From the scene of the band playing, the scene cuts to the Seven Dwarfs carrying signage that reads AL TOGETHER FOR WAR SAVINGS. Picking up the rear is Dopey, who trips and falls before getting back up and grabbing onto his sign post. The scene then spins into a round insignia on the wing of a war plane. The last minute of this three-minute PSA is a montage of war related images that drive home the message, ALL TOGETHER, YOU SERVE BY SAVING, ALL TOGETHER, YOU SAVE BY SERVING… KEEP YOUR MONEY FIGHTING UNTIL VICTORY IS WON… AL TOGETHER BUY WAR SAVINGS CERTIFICATES, BUY MORE AND MORE. The short ends with stylized light rays and sky, in the colors of the Union Jack, radiating out from behind a battleship as the short fades to black on a swell of music. The propaganda messages that ended each of the four war savings certificate films was designed to inspired audiences, a call to action, to act on supporting the war effort.
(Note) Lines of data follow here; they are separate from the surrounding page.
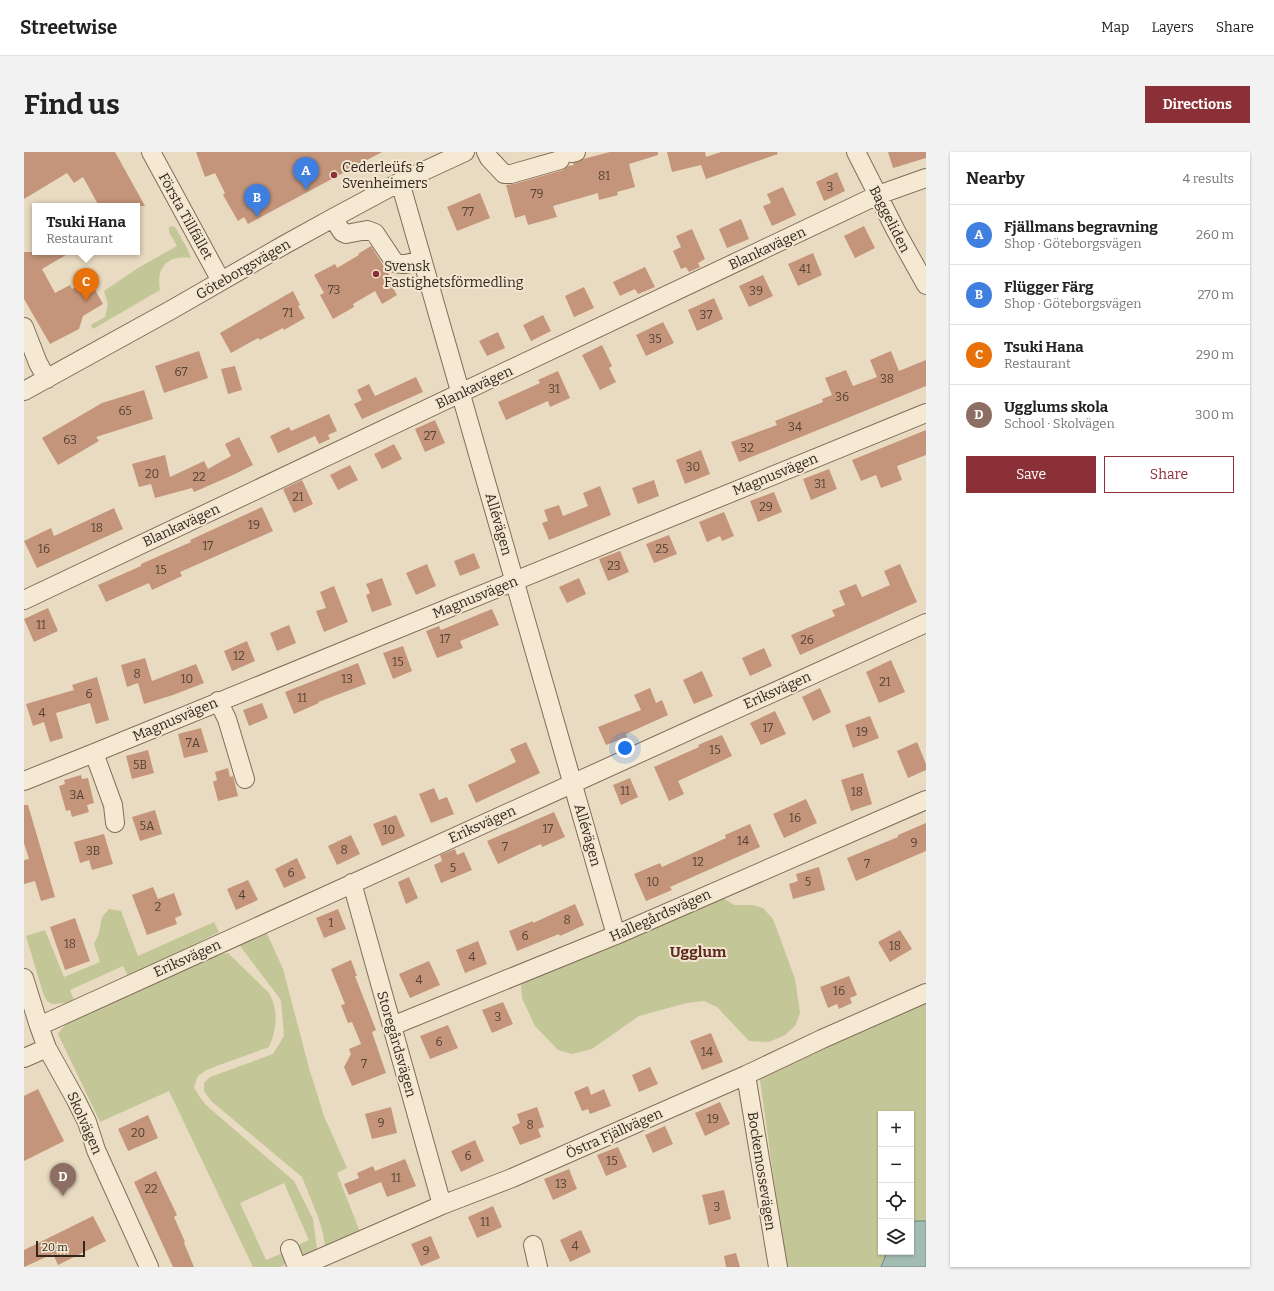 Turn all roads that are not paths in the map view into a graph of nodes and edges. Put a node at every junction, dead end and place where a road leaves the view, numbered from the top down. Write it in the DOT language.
graph roads {
  1 [pos="150,152"];
  2 [pos="465,152"];
  3 [pos="486,152"];
  4 [pos="856,152"];
  5 [pos="569,155"];
  6 [pos="926,178"];
  7 [pos="400,182"];
  8 [pos="878,195"];
  9 [pos="337,225"];
  10 [pos="422,259"];
  11 [pos="221,281"];
  12 [pos="926,285"];
  13 [pos="24,327"];
  14 [pos="47,379"];
  15 [pos="24,392"];
  16 [pos="461,393"];
  17 [pos="926,413"];
  18 [pos="515,580"];
  19 [pos="24,600"];
  20 [pos="926,623"];
  21 [pos="218,701"];
  22 [pos="94,753"];
  23 [pos="245,779"];
  24 [pos="24,781"];
  25 [pos="573,783"];
  26 [pos="926,800"];
  27 [pos="115,823"];
  28 [pos="352,883"];
  29 [pos="616,935"];
  30 [pos="24,978"];
  31 [pos="926,993"];
  32 [pos="39,1026"];
  33 [pos="392,1026"];
  34 [pos="47,1048"];
  35 [pos="24,1058"];
  36 [pos="746,1075"];
  37 [pos="442,1205"];
  38 [pos="533,1245"];
  39 [pos="290,1249"];
  40 [pos="149,1267"];
  41 [pos="297,1267"];
  42 [pos="300,1267"];
  43 [pos="538,1267"];
  44 [pos="778,1267"];
  1 -- 11 [label="street, Första Tillfället"];
  2 -- 7 [label="street, Göteborgsvägen"];
  3 -- 5 [label="street"];
  4 -- 8 [label="street, Baggeliden"];
  6 -- 8 [label="street, Blankavägen"];
  7 -- 9 [label="street, Göteborgsvägen"];
  7 -- 10 [label="street, Allévägen"];
  8 -- 12 [label="street, Baggeliden"];
  8 -- 16 [label="street, Blankavägen"];
  9 -- 10 [label="street"];
  9 -- 11 [label="street, Göteborgsvägen"];
  10 -- 16 [label="street, Allévägen"];
  11 -- 14 [label="street, Göteborgsvägen"];
  13 -- 14 [label="street"];
  14 -- 15 [label="street, Göteborgsvägen"];
  16 -- 18 [label="street, Allévägen"];
  16 -- 19 [label="street, Blankavägen"];
  17 -- 18 [label="street, Magnusvägen"];
  18 -- 21 [label="street, Magnusvägen"];
  18 -- 25 [label="street, Allévägen"];
  20 -- 25 [label="street, Eriksvägen"];
  21 -- 22 [label="street, Magnusvägen"];
  21 -- 23 [label="street"];
  22 -- 24 [label="street, Magnusvägen"];
  22 -- 27 [label="street"];
  25 -- 28 [label="street, Eriksvägen"];
  25 -- 29 [label="street, Allévägen"];
  26 -- 29 [label="street, Hallegårdsvägen"];
  28 -- 32 [label="street, Eriksvägen"];
  28 -- 33 [label="street, Storegårdsvägen"];
  29 -- 33 [label="street, Hallegårdsvägen"];
  30 -- 32 [label="street, Skolvägen"];
  31 -- 36 [label="street, Östra Fjällvägen"];
  32 -- 34 [label="street, Skolvägen"];
  33 -- 37 [label="street, Storegårdsvägen"];
  34 -- 35 [label="street"];
  34 -- 40 [label="street, Skolvägen"];
  36 -- 37 [label="street, Östra Fjällvägen"];
  36 -- 44 [label="street, Bockemossevägen"];
  37 -- 42 [label="street, Östra Fjällvägen"];
  38 -- 43 [label="street"];
  39 -- 41 [label="street"];
}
The music for all four of these Canadian war savings certificates films is less than optimally documented. The Thrifty Pig uses some of the music from Three Little Pigs, which is credited to Carl Stalling and Frank Churchill. But who did the arranging of that music and additional score material for The Thrifty Pig is unknown. On Donald’s Decision that reuses heavily from Donald’s Better Self, Oliver Wallace is credited with both. He did the original music Donald’s Better Self and modified it for Donald’s Decision. Considering that all four of these films were in production at the same time and released within a two-month window, it is my belief that Wallace worked on conforming and arranging the music for all of them. He was one of Disney’s premiere music directors at that time and was a highly experienced composer and was well versed in using public domain music.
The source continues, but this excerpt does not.